‘Twin Peaks’ and ‘Mulholland Drive’ director David Lynch dies at 78

define his style
David Keith Lynch is a member of the U.S. Department of Agriculture Forest Service research scientists Donald Lynch and Edwina (Sundholm) Lynch )’s first child, was born in Missoula on January 20, 1946, but lived there only for a short time. The family soon moved to Boise, Idaho, and then to Spokane, Washington.
Mr. Lynch was impressed by the lush woodlands of the Northwest, which was the setting for “Blue Velvet,” “Twin Peaks” and its 1992 film prequel, “Twin Peaks: Fire Walk With Me.”
Donald Lynch was transferred east; his family moved first to Durham, North Carolina, and then to Alexandria, Virginia, where David attended high school and became interested in painting.
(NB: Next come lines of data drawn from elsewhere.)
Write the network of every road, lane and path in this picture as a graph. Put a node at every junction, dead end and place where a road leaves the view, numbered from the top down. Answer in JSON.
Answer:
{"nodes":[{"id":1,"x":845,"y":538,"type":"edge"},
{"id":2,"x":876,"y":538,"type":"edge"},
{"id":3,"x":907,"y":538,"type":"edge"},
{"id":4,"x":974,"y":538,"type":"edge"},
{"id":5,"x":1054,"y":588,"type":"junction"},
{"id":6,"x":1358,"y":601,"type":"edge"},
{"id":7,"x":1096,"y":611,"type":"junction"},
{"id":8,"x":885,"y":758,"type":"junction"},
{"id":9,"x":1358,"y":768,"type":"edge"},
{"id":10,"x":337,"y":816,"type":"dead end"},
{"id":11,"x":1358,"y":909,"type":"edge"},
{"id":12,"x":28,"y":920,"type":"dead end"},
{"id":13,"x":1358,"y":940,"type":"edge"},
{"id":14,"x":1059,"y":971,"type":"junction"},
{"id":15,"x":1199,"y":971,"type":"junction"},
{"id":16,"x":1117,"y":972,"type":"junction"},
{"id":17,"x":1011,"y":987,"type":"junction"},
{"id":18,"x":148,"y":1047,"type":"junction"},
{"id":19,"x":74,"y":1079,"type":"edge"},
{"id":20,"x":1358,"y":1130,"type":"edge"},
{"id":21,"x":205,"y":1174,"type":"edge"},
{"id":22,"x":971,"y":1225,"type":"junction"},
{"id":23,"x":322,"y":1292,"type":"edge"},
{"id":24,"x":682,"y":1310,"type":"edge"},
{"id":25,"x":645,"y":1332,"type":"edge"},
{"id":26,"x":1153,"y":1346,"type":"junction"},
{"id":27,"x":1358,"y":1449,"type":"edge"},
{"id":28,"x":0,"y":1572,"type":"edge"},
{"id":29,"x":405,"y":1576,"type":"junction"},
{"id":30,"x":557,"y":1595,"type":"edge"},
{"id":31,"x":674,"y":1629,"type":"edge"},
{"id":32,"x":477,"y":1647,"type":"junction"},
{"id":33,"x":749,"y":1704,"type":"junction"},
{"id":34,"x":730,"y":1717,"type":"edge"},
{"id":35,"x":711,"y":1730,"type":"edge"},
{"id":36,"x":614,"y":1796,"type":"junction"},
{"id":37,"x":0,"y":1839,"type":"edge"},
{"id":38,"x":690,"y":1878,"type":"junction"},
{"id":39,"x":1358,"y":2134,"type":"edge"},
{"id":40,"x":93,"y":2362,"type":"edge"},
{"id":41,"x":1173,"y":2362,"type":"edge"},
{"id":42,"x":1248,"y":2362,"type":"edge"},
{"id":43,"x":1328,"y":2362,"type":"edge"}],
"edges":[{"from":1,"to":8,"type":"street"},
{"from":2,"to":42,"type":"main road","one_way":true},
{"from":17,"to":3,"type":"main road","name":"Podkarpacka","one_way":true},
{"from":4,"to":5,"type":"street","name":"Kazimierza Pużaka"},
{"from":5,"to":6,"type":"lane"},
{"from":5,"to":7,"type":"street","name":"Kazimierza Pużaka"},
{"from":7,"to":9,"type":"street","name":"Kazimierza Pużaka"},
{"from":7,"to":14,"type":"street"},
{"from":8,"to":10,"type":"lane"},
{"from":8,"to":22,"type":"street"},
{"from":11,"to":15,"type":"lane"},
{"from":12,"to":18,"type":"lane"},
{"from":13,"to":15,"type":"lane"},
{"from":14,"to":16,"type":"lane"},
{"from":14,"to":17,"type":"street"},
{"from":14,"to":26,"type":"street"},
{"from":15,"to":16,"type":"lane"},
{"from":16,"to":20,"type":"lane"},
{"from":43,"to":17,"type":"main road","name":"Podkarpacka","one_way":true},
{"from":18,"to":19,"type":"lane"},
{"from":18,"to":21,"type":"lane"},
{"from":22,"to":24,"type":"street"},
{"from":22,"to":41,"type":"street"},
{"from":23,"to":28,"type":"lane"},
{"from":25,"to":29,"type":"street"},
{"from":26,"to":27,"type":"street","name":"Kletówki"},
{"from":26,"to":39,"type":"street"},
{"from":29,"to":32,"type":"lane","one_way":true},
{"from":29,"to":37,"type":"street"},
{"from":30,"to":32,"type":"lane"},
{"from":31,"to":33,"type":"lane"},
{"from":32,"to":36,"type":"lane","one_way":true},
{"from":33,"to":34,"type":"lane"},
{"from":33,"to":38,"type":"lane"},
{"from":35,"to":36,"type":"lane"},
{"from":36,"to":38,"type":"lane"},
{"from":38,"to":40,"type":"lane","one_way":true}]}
After graduation, he studied at the Corcoran School of Art in Washington and the School of the Museum of Fine Arts, Boston, before entering the Pennsylvania Academy of the Fine Arts in 1966.
Philadelphia, then in a state of urban decay, was a revelation. Lynch said in a 1997 interview that the city had “a great atmosphere—factories, smoke, railroads, restaurants, the strangest characters and the darkest nights.” “I saw vivid images – plastic curtains held together with Band-Aids, broken windows stuffed with rags.”
Mr. Lynch, who created morbid, tomboy-like canvases under the spell of Francis Bacon, began incorporating film loops into his paintings. Although he dropped out of art school in 1967, he stayed in Philadelphia for three more years, painting and making short films.